Electrical properties of NbN/NbN x /NbN Josephson junctions

Abstract

Abstract In this work, we report the electrical properties of NbN internally shunted Josephson junctions with NbN x barriers. Cross-sectional scanning transmission electron microscopy analysis shows that all layers have the same cubic structure; NbN/NbN x /NbN trilayers were epitaxially grown on MgO substrates. The resistivity of the NbN x films could be varied in the range of 1–104 mΩ cm by controlling both the N2 partial pressure and the deposition time during reactive sputtering. The temperature dependence of the critical current density (J c) and characteristic voltage (I c R n) of the junctions with different barrier resistivities were measured for various barrier thicknesses.
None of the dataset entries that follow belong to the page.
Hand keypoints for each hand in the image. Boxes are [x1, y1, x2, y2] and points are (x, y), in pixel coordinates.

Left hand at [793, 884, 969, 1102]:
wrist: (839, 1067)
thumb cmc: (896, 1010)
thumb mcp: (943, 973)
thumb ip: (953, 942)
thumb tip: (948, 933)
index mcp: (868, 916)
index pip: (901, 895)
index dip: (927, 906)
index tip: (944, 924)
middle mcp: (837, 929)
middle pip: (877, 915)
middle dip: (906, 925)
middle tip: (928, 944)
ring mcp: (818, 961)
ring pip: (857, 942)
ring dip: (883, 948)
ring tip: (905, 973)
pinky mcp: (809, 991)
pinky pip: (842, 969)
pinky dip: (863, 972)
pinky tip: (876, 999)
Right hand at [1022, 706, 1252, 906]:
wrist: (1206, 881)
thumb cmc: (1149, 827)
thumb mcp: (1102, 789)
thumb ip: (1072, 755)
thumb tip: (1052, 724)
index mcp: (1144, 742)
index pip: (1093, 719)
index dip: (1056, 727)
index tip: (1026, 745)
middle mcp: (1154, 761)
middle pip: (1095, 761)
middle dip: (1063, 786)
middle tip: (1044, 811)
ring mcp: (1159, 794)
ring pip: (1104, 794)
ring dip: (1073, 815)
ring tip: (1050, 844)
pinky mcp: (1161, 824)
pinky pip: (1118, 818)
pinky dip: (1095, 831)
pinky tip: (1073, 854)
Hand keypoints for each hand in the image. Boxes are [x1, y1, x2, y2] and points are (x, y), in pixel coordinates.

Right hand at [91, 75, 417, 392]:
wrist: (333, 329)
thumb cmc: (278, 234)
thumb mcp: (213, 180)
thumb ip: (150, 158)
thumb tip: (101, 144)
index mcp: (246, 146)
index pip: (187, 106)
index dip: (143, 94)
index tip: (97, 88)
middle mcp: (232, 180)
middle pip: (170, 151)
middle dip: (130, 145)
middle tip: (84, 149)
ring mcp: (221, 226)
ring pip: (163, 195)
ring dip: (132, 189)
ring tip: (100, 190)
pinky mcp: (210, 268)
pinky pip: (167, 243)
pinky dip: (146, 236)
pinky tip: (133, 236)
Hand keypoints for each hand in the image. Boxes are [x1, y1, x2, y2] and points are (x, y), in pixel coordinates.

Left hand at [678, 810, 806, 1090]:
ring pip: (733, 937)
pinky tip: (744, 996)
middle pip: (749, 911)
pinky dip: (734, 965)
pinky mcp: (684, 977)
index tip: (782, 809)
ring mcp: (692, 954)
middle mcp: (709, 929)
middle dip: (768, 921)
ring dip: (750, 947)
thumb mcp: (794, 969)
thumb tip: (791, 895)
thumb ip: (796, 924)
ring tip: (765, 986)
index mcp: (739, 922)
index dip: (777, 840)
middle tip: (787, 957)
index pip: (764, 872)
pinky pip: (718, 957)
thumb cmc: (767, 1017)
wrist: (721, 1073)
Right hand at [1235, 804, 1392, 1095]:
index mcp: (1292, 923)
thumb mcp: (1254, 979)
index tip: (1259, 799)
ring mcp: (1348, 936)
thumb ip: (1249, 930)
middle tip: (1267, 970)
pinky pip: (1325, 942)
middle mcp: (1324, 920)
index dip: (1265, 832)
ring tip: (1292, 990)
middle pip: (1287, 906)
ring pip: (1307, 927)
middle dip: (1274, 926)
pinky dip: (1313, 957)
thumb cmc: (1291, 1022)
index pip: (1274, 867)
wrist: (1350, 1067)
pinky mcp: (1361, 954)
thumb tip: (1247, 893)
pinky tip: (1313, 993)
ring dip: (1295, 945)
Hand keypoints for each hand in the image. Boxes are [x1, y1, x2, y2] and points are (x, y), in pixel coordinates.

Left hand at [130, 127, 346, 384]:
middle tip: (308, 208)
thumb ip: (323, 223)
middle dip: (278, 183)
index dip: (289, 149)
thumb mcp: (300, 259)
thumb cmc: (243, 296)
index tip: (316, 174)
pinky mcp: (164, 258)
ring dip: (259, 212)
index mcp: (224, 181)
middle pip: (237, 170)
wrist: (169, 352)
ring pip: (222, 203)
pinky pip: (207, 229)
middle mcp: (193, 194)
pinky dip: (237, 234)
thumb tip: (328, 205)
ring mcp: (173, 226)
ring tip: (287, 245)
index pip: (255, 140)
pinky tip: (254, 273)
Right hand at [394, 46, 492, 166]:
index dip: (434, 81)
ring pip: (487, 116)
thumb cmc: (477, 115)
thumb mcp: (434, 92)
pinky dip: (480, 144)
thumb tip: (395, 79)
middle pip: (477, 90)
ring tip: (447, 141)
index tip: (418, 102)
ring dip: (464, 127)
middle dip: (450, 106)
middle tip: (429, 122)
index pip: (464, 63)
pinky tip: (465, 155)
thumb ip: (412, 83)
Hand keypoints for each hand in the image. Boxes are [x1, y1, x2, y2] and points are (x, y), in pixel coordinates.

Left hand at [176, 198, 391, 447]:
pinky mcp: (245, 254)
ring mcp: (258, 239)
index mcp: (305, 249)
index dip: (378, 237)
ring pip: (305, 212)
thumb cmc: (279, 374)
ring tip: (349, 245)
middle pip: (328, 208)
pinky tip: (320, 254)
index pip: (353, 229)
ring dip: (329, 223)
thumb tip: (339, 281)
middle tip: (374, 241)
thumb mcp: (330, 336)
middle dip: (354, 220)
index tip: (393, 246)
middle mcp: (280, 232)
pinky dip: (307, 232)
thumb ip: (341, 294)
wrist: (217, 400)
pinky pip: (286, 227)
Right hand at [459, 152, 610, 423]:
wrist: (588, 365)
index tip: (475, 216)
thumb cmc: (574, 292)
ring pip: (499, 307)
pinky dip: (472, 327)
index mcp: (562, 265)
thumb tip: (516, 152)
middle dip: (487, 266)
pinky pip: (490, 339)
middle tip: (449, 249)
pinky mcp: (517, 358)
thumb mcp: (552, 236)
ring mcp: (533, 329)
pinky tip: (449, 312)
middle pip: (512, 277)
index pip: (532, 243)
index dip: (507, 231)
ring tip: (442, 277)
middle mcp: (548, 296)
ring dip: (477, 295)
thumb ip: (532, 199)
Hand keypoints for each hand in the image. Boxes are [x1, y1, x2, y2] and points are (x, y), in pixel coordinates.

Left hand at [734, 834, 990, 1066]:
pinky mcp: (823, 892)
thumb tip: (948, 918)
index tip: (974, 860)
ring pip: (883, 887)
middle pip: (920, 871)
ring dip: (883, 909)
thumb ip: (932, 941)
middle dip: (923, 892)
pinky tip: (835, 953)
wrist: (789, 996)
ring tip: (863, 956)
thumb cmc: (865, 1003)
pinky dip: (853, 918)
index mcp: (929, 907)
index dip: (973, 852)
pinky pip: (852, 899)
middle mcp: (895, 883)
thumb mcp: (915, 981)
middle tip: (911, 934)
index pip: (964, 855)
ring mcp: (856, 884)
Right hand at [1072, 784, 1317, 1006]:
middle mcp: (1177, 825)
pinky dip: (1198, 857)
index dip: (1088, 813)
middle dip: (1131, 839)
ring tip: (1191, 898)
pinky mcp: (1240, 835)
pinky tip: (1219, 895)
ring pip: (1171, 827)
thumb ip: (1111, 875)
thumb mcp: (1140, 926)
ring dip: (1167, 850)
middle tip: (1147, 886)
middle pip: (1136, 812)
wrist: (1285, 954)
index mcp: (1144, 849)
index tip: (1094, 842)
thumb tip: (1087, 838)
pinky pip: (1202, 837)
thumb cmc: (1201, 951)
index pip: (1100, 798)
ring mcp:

For the 10 nm-thick NbN x layer with resistivities of 73.44, 385.72, and 711 mΩ cm, the coherence length of the barrier was determined to be 5.55 ± 0.07, 4.88 ± 0.06, and 1.40 ± 0.13 nm, respectively, corresponding to carrier diffusion rates of 2.741 ± 0.004, 1.211 ± 0.002, and 0.008 ± 0.001 cm2 s−1, respectively. Thus, the reduction in barrier resistivity leads to a larger coherence length and a faster diffusion rate, which will further increase the J c and I c R n of the junction. By adjusting the barrier resistivity and thickness, the J c of the junction can be easily tuned over more than four orders of magnitude, and an I c R n value of 0.97 ± 0.07 mV was obtained at 10 K. The results indicate that the all-NbN self-shunt junction is a promising candidate in high-speed and high-temperature applications.